■ **TASK BRIEF**
One exact copy of the listing is needed. It should contain no pictures.

■ **MATERIAL SUPPLIED**

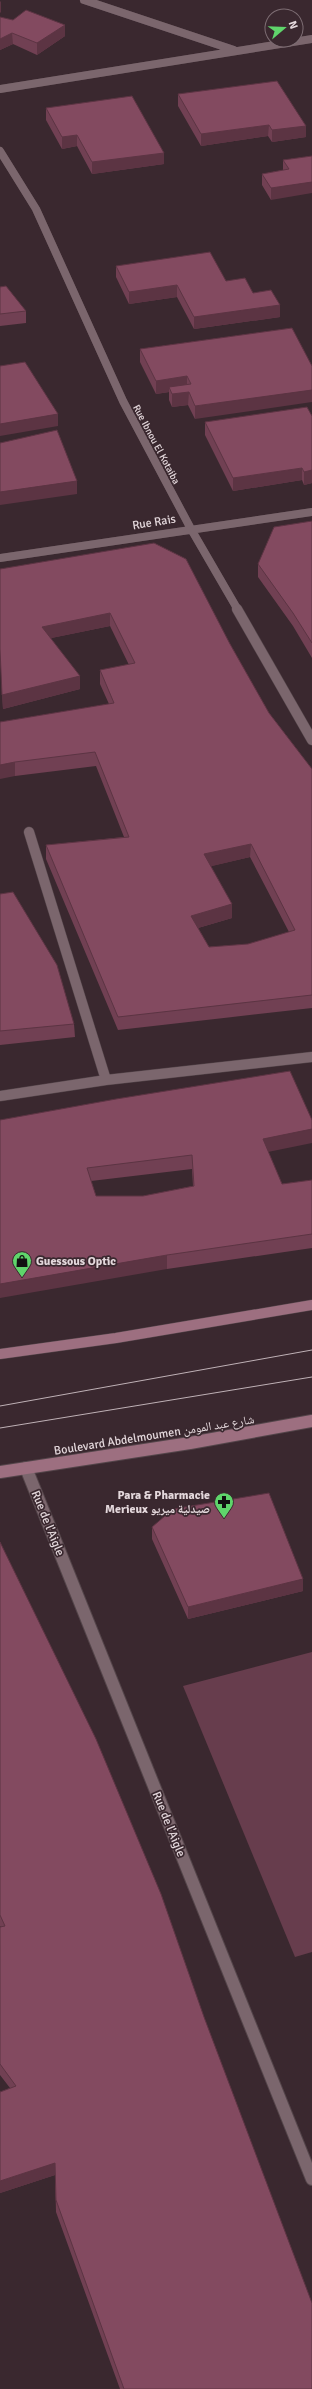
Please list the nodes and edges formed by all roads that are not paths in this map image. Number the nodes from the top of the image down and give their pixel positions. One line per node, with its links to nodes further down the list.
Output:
1 (84, 0): 3 (street)
2 (312, 39): 3 (street)
3 (236, 51): 4 (street)
4 (0, 89)
5 (0, 150): 7 (street, Rue Ibnou El Kotaiba)
6 (312, 512): 7 (street, Rue Rais)
7 (191, 529): 8 (street, Rue Rais); 9 (street, Rue Ibnou El Kotaiba)
8 (0, 558)
9 (312, 740)
10 (29, 832): 12 (street)
11 (312, 1057): 12 (street)
12 (106, 1080): 13 (street)
13 (0, 1096)
14 (312, 1305): 15 (main road)
15 (0, 1354)
16 (312, 1422): 17 (main road, Boulevard Abdelmoumen شارع عبد المومن)
17 (26, 1468): 18 (main road, Boulevard Abdelmoumen شارع عبد المومن); 19 (street, Rue de l'Aigle)
18 (0, 1472)
19 (312, 2179)

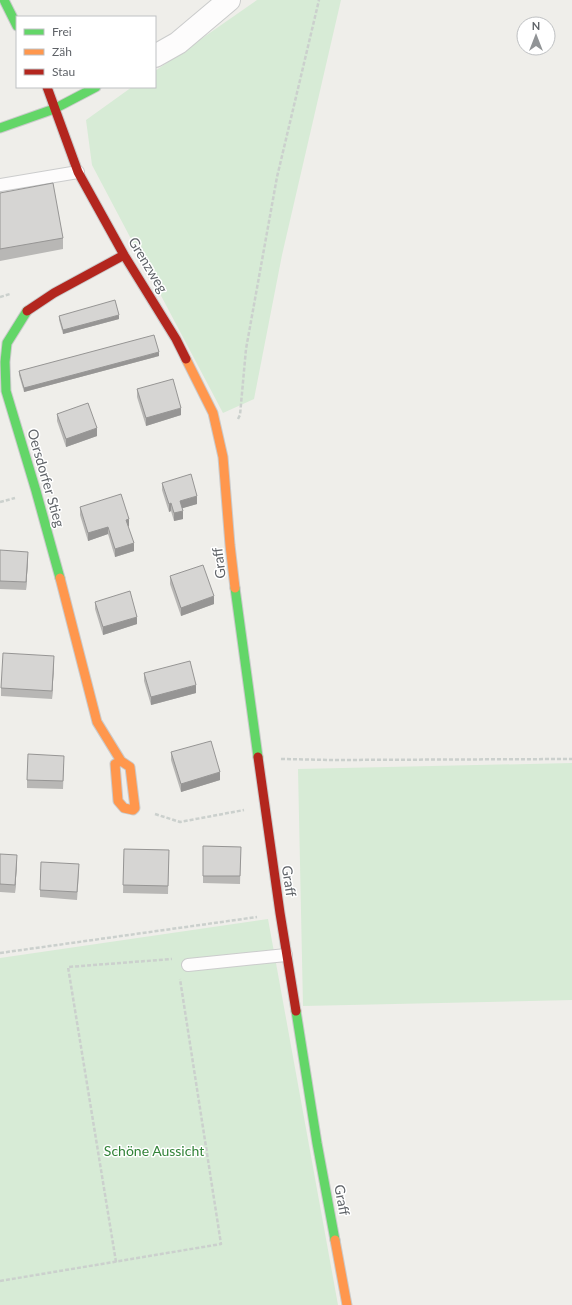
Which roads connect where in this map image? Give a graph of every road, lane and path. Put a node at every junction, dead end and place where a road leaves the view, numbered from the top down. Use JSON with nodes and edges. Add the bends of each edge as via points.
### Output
{"nodes":[{"id":1,"x":4,"y":0,"type":"edge"},
{"id":2,"x":229,"y":0,"type":"edge"},
{"id":3,"x":318,"y":0,"type":"edge"},
{"id":4,"x":16,"y":24,"type":"edge"},
{"id":5,"x":156,"y":55,"type":"edge"},
{"id":6,"x":47,"y":88,"type":"edge"},
{"id":7,"x":94,"y":88,"type":"edge"},
{"id":8,"x":54,"y":109,"type":"junction"},
{"id":9,"x":0,"y":128,"type":"edge"},
{"id":10,"x":78,"y":172,"type":"junction"},
{"id":11,"x":0,"y":185,"type":"edge"},
{"id":12,"x":124,"y":255,"type":"junction"},
{"id":13,"x":237,"y":422,"type":"dead end"},
{"id":14,"x":223,"y":457,"type":"joint"},
{"id":15,"x":257,"y":759,"type":"junction"},
{"id":16,"x":572,"y":759,"type":"edge"},
{"id":17,"x":121,"y":760,"type":"junction"},
{"id":18,"x":264,"y":806,"type":"junction"},
{"id":19,"x":135,"y":808,"type":"junction"},
{"id":20,"x":280,"y":914,"type":"junction"},
{"id":21,"x":0,"y":953,"type":"edge"},
{"id":22,"x":286,"y":955,"type":"junction"},
{"id":23,"x":176,"y":959,"type":"dead end"},
{"id":24,"x":188,"y":965,"type":"dead end"},
{"id":25,"x":179,"y":974,"type":"dead end"},
{"id":26,"x":116,"y":1262,"type":"junction"},
{"id":27,"x":0,"y":1281,"type":"edge"},
{"id":28,"x":348,"y":1305,"type":"edge"}],
"edges":[{"from":1,"to":4,"type":"street"},
{"from":2,"to":5,"type":"street","via":[[178,43]]},
{"from":3,"to":13,"type":"path","via":[[277,177],[246,349],[240,415]]},
{"from":6,"to":8,"type":"street","name":"Grenzweg"},
{"from":7,"to":8,"type":"street"},
{"from":8,"to":9,"type":"street"},
{"from":8,"to":10,"type":"street","name":"Grenzweg"},
{"from":10,"to":11,"type":"lane"},
{"from":10,"to":12,"type":"street","name":"Grenzweg"},
{"from":12,"to":14,"type":"street","name":"Grenzweg","via":[[176,338],[213,414]]},
{"from":12,"to":17,"type":"street","name":"Oersdorfer Stieg","via":[[25,312],[7,343],[5,362],[6,391],[36,491],[97,722]]},
{"from":14,"to":15,"type":"street","name":"Graff","via":[[230,545]]},
{"from":15,"to":16,"type":"path"},
{"from":15,"to":18,"type":"street","name":"Graff"},
{"from":17,"to":19,"type":"street","name":"Oersdorfer Stieg","via":[[131,770]]},
{"from":17,"to":19,"type":"street","via":[[115,767],[118,801],[125,809]]},
{"from":18,"to":19,"type":"path","via":[[180,822]]},
{"from":18,"to":20,"type":"street","name":"Graff"},
{"from":20,"to":21,"type":"path"},
{"from":20,"to":22,"type":"street","name":"Graff"},
{"from":22,"to":24,"type":"lane"},
{"from":22,"to":28,"type":"street","name":"Graff"},
{"from":23,"to":26,"type":"path","via":[[68,966]]},
{"from":25,"to":26,"type":"path","via":[[221,1244]]},
{"from":26,"to":27,"type":"path"}]}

■ **WORKED SOLUTION**
Please list the nodes and edges formed by all roads that are not paths in this map image. Number the nodes from the top of the image down and give their pixel positions. One line per node, with its links to nodes further down the list.
Output:
1 (84, 0): 3 (street)
2 (312, 39): 3 (street)
3 (236, 51): 4 (street)
4 (0, 89)
5 (0, 150): 7 (street, Rue Ibnou El Kotaiba)
6 (312, 512): 7 (street, Rue Rais)
7 (191, 529): 8 (street, Rue Rais); 9 (street, Rue Ibnou El Kotaiba)
8 (0, 558)
9 (312, 740)
10 (29, 832): 12 (street)
11 (312, 1057): 12 (street)
12 (106, 1080): 13 (street)
13 (0, 1096)
14 (312, 1305): 15 (main road)
15 (0, 1354)
16 (312, 1422): 17 (main road, Boulevard Abdelmoumen شارع عبد المومن)
17 (26, 1468): 18 (main road, Boulevard Abdelmoumen شارع عبد المومن); 19 (street, Rue de l'Aigle)
18 (0, 1472)
19 (312, 2179)

Which roads connect where in this map image? Give a graph of every road, lane and path. Put a node at every junction, dead end and place where a road leaves the view, numbered from the top down. Use JSON with nodes and edges. Add the bends of each edge as via points.
### Output
{"nodes":[{"id":1,"x":4,"y":0,"type":"edge"},
{"id":2,"x":229,"y":0,"type":"edge"},
{"id":3,"x":318,"y":0,"type":"edge"},
{"id":4,"x":16,"y":24,"type":"edge"},
{"id":5,"x":156,"y":55,"type":"edge"},
{"id":6,"x":47,"y":88,"type":"edge"},
{"id":7,"x":94,"y":88,"type":"edge"},
{"id":8,"x":54,"y":109,"type":"junction"},
{"id":9,"x":0,"y":128,"type":"edge"},
{"id":10,"x":78,"y":172,"type":"junction"},
{"id":11,"x":0,"y":185,"type":"edge"},
{"id":12,"x":124,"y":255,"type":"junction"},
{"id":13,"x":237,"y":422,"type":"dead end"},
{"id":14,"x":223,"y":457,"type":"joint"},
{"id":15,"x":257,"y":759,"type":"junction"},
{"id":16,"x":572,"y":759,"type":"edge"},
{"id":17,"x":121,"y":760,"type":"junction"},
{"id":18,"x":264,"y":806,"type":"junction"},
{"id":19,"x":135,"y":808,"type":"junction"},
{"id":20,"x":280,"y":914,"type":"junction"},
{"id":21,"x":0,"y":953,"type":"edge"},
{"id":22,"x":286,"y":955,"type":"junction"},
{"id":23,"x":176,"y":959,"type":"dead end"},
{"id":24,"x":188,"y":965,"type":"dead end"},
{"id":25,"x":179,"y":974,"type":"dead end"},
{"id":26,"x":116,"y":1262,"type":"junction"},
{"id":27,"x":0,"y":1281,"type":"edge"},
{"id":28,"x":348,"y":1305,"type":"edge"}],
"edges":[{"from":1,"to":4,"type":"street"},
{"from":2,"to":5,"type":"street","via":[[178,43]]},
{"from":3,"to":13,"type":"path","via":[[277,177],[246,349],[240,415]]},
{"from":6,"to":8,"type":"street","name":"Grenzweg"},
{"from":7,"to":8,"type":"street"},
{"from":8,"to":9,"type":"street"},
{"from":8,"to":10,"type":"street","name":"Grenzweg"},
{"from":10,"to":11,"type":"lane"},
{"from":10,"to":12,"type":"street","name":"Grenzweg"},
{"from":12,"to":14,"type":"street","name":"Grenzweg","via":[[176,338],[213,414]]},
{"from":12,"to":17,"type":"street","name":"Oersdorfer Stieg","via":[[25,312],[7,343],[5,362],[6,391],[36,491],[97,722]]},
{"from":14,"to":15,"type":"street","name":"Graff","via":[[230,545]]},
{"from":15,"to":16,"type":"path"},
{"from":15,"to":18,"type":"street","name":"Graff"},
{"from":17,"to":19,"type":"street","name":"Oersdorfer Stieg","via":[[131,770]]},
{"from":17,"to":19,"type":"street","via":[[115,767],[118,801],[125,809]]},
{"from":18,"to":19,"type":"path","via":[[180,822]]},
{"from":18,"to":20,"type":"street","name":"Graff"},
{"from":20,"to":21,"type":"path"},
{"from":20,"to":22,"type":"street","name":"Graff"},
{"from":22,"to":24,"type":"lane"},
{"from":22,"to":28,"type":"street","name":"Graff"},
{"from":23,"to":26,"type":"path","via":[[68,966]]},
{"from":25,"to":26,"type":"path","via":[[221,1244]]},
{"from":26,"to":27,"type":"path"}]}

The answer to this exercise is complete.